Notas dos jogadores07/10/2030
Raman Hleb, 18 anos, joga como se cá estivesse há anos — 7.69
Um 7.69 significa uma coisa ao lado do nome de um jogador de vinte e nove anos e algo completamente diferente ao lado do de um de 18. Ninguém no estádio precisou que lhe explicassem.
Alguém disse em voz alta o que vários pensavam. Ilja Moseichuk está no centro disso, e o plantel vai agora descobrir se a fasquia sobe ou se os dois simplesmente deixam de se falar.
«Quem não corre por esta camisola não a veste muito tempo.» Não se disse nenhum nome e não era preciso; no balneário toda a gente percebeu para quem era.
O Chaika segurou a vantagem 3 minutos, que não chega para a desfrutar. O Kuban respondeu antes de o festejo terminar, e com isso mudou a forma da tarde.
Valor acertado, contrato acertado, exames marcados. Yelisey Yemeljanov será jogador de outro clube até ao fim de semana, e no Kuban as despedidas começaram em silêncio.
Não foi por futebol e todos os que viram sabem-no. Dois homens que no sábado têm de jogar juntos disseram esta semana no Kuban coisas que levam mais de uma semana a retirar.
Direção22/07/2030
5 jogadores da formação recebem número de equipa principal no Kuban
A manhã em que o percurso deixa de ser um folheto e passa a ser uma ficha de jogo. A maioria não estará cá daqui a três anos; todos já fizeram a parte difícil, que era chegar a hoje.
Não há verba, não há apresentação, não há empresário na escadaria. Pyotr Rakov está neste clube desde miúdo e faz agora parte, formalmente, do plantel principal — o que, para um leitor local, vale mais do que qualquer contratação.

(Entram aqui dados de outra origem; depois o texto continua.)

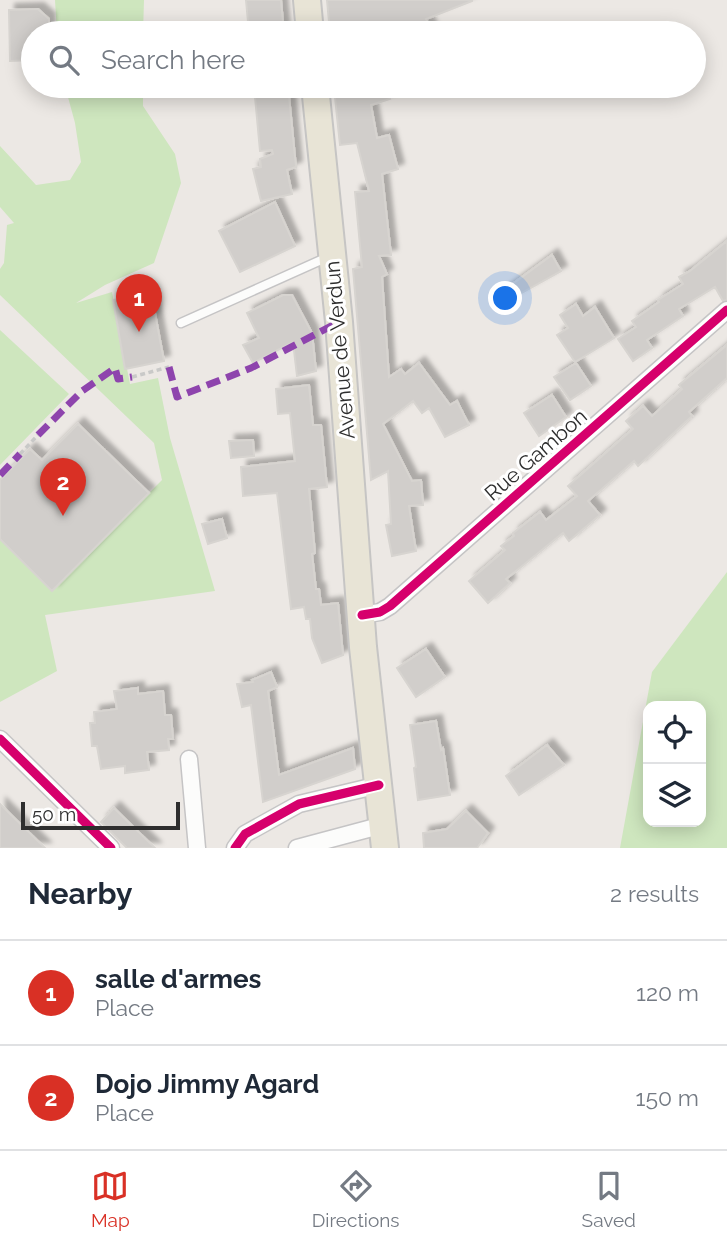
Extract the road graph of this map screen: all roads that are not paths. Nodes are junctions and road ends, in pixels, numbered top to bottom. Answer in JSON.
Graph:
{"nodes":[{"id":1,"x":307,"y":0,"type":"edge"},
{"id":2,"x":309,"y":21,"type":"edge"},
{"id":3,"x":316,"y":98,"type":"edge"},
{"id":4,"x":332,"y":255,"type":"junction"},
{"id":5,"x":727,"y":310,"type":"edge"},
{"id":6,"x":181,"y":323,"type":"dead end"},
{"id":7,"x":362,"y":615,"type":"junction"},
{"id":8,"x":0,"y":739,"type":"edge"},
{"id":9,"x":189,"y":759,"type":"dead end"},
{"id":10,"x":379,"y":785,"type":"junction"},
{"id":11,"x":384,"y":837,"type":"edge"},
{"id":12,"x":111,"y":848,"type":"edge"},
{"id":13,"x":197,"y":848,"type":"edge"},
{"id":14,"x":235,"y":848,"type":"edge"},
{"id":15,"x":297,"y":848,"type":"edge"}],
"edges":[{"from":1,"to":2,"type":"main road"},
{"from":3,"to":4,"type":"main road","name":"Avenue de Verdun"},
{"from":4,"to":6,"type":"lane"},
{"from":4,"to":7,"type":"main road","name":"Avenue de Verdun"},
{"from":5,"to":7,"type":"street","name":"Rue Gambon"},
{"from":7,"to":10,"type":"main road","name":"Avenue de Verdun"},
{"from":8,"to":12,"type":"street"},
{"from":9,"to":13,"type":"street"},
{"from":10,"to":11,"type":"main road","name":"Avenue de Verdun"},
{"from":10,"to":14,"type":"street"},
{"from":11,"to":15,"type":"street"}]}
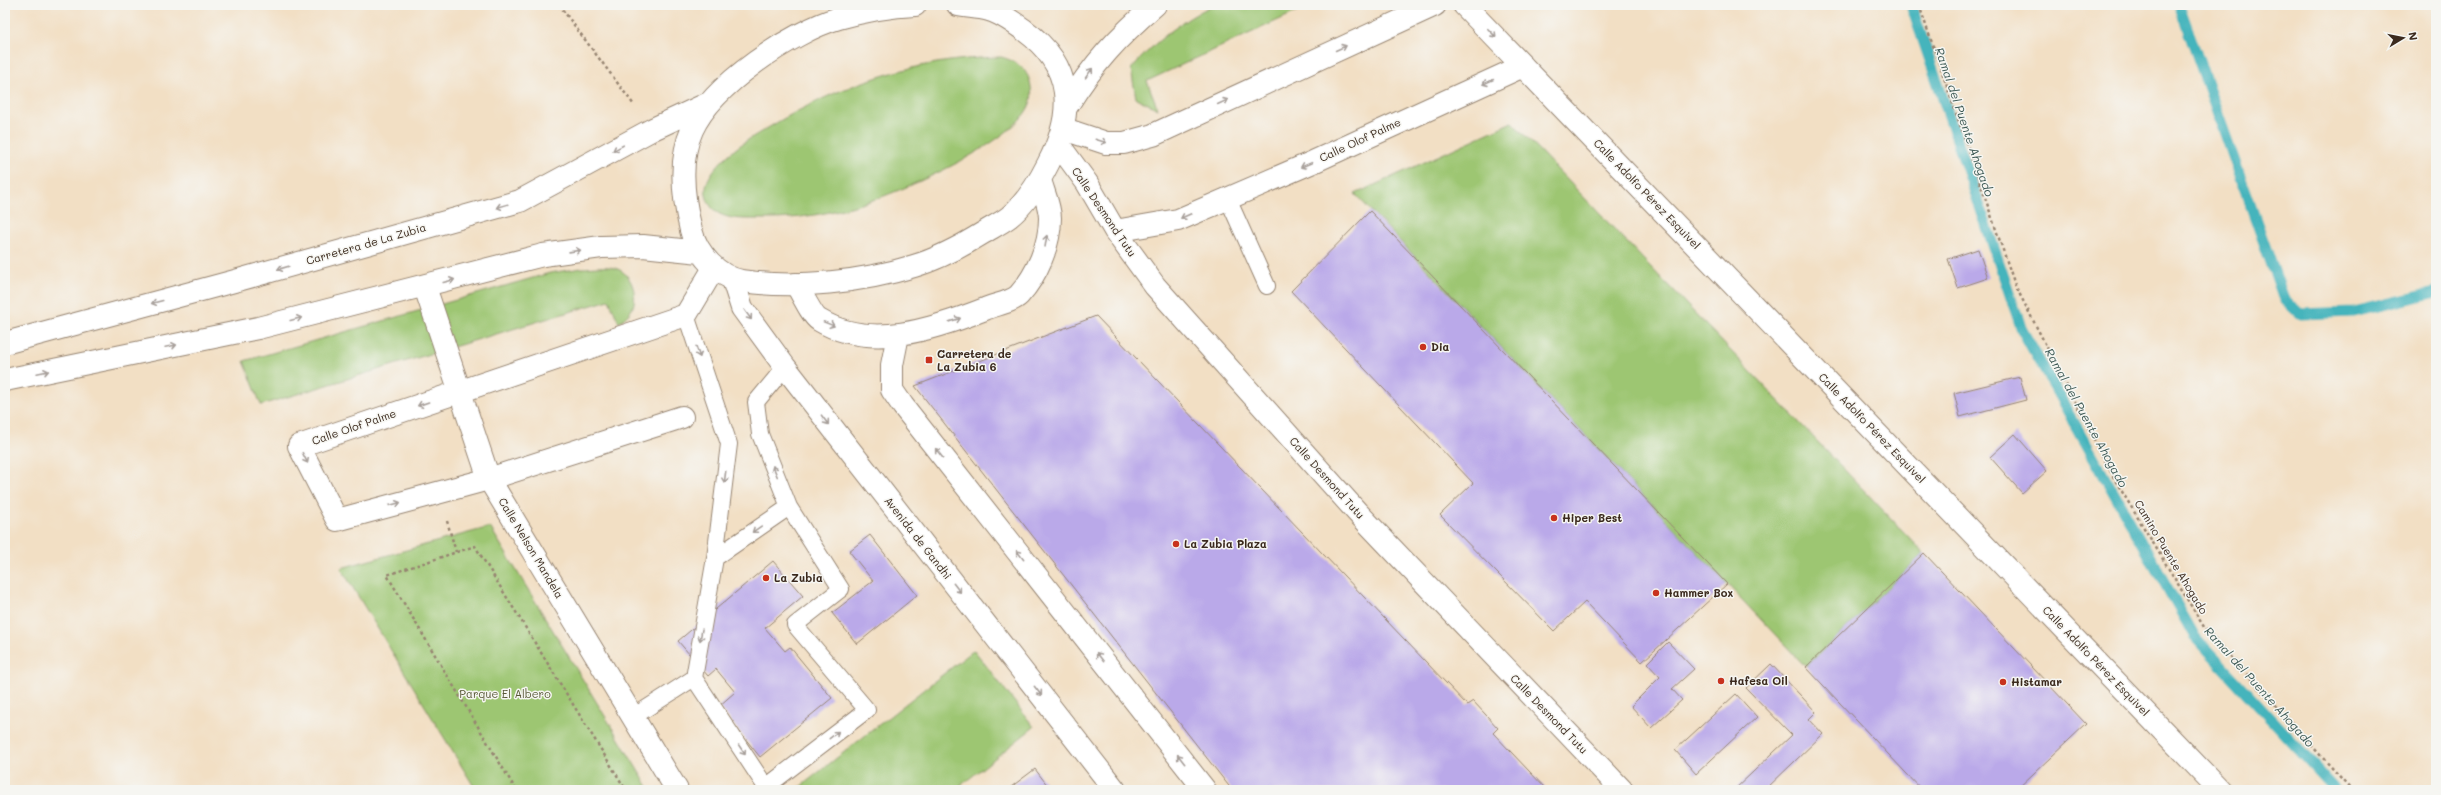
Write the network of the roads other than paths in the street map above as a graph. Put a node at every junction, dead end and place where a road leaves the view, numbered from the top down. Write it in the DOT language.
graph roads {
  1 [pos="915,5"];
  2 [pos="958,5"];
  3 [pos="1155,5"];
  4 [pos="1435,5"];
  5 [pos="1464,5"];
  6 [pos="1523,66"];
  7 [pos="709,103"];
  8 [pos="1067,106"];
  9 [pos="1062,137"];
  10 [pos="1040,180"];
  11 [pos="1228,199"];
  12 [pos="1115,231"];
  13 [pos="707,260"];
  14 [pos="734,280"];
  15 [pos="796,284"];
  16 [pos="1267,286"];
  17 [pos="425,287"];
  18 [pos="686,316"];
  19 [pos="898,335"];
  20 [pos="5,343"];
  21 [pos="786,367"];
  22 [pos="5,380"];
  23 [pos="460,391"];
  24 [pos="682,417"];
  25 [pos="489,479"];
  26 [pos="790,507"];
  27 [pos="715,558"];
  28 [pos="694,678"];
  29 [pos="633,717"];
  30 [pos="677,790"];
  31 [pos="1115,790"];
  32 [pos="1205,790"];
  33 [pos="1622,790"];
  34 [pos="2220,790"];
  1 -- 7 [label="street"];
  2 -- 8 [label="street"];
  8 -- 3 [label="street, one-way"];
  9 -- 4 [label="street, one-way"];
  5 -- 6 [label="street, one-way"];
  6 -- 11 [label="street, Calle Olof Palme, one-way"];
  6 -- 34 [label="street, Calle Adolfo Pérez Esquivel"];
  7 -- 13 [label="street"];
  7 -- 20 [label="street, Carretera de La Zubia, one-way"];
  8 -- 9 [label="street"];
  9 -- 10 [label="street"];
  9 -- 12 [label="street, Calle Desmond Tutu"];
  10 -- 15 [label="street"];
  19 -- 10 [label="street, one-way"];
  11 -- 12 [label="street, Calle Olof Palme, one-way"];
  11 -- 16 [label="lane"];
  12 -- 33 [label="street, Calle Desmond Tutu"];
  13 -- 14 [label="street"];
  17 -- 13 [label="street, one-way"];
  13 -- 18 [label="street"];
  14 -- 15 [label="street"];
  14 -- 21 [label="street, Avenida de Gandhi, one-way"];
  15 -- 19 [label="street, one-way"];
  22 -- 17 [label="street, one-way"];
  17 -- 23 [label="street, Calle Nelson Mandela"];
  18 -- 23 [label="street, Calle Olof Palme"];
  18 -- 27 [label="lane, one-way"];
  32 -- 19 [label="street, one-way"];
  26 -- 21 [label="lane, one-way"];
  21 -- 31 [label="street, Avenida de Gandhi, one-way"];
  23 -- 25 [label="street, Calle Nelson Mandela"];
  23 -- 25 [label="street, Calle Olof Palme, one-way"];
  24 -- 25 [label="street, Calle Olof Palme"];
  25 -- 29 [label="street, Calle Nelson Mandela"];
  26 -- 27 [label="lane, one-way"];
  28 -- 26 [label="lane, one-way"];
  27 -- 28 [label="lane, one-way"];
  28 -- 29 [label="lane"];
  29 -- 30 [label="street, Calle Nelson Mandela"];
}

A formação existe exatamente para esta manhã. Yakov Vinogradov passou por todos os escalões do clube e tem agora um número de equipa principal; os mais orgulhosos do edifício serão os que o treinaram aos doze anos.
Lá em cima ninguém disse nada, que é a coisa mais barulhenta que podiam fazer. Os resultados compram silêncio neste ofício; a conta do Kuban está a esgotar-se.
Não foi por futebol e todos os que viram sabem-no. Dois homens que no sábado têm de jogar juntos disseram esta semana no Kuban coisas que levam mais de uma semana a retirar.
A discussão mais antiga de qualquer balneário e a única que é mesmo sobre futebol: um acha que o outro não põe o suficiente. É também a zanga que um treinador, em privado, não lamenta que tenha acontecido.
Nunca é anunciado e é totalmente visível: as maiores tardes da época continuam a incluí-lo. Uma tribuna de imprensa percebe isto muito antes de alguém no clube confirmar uma palavra.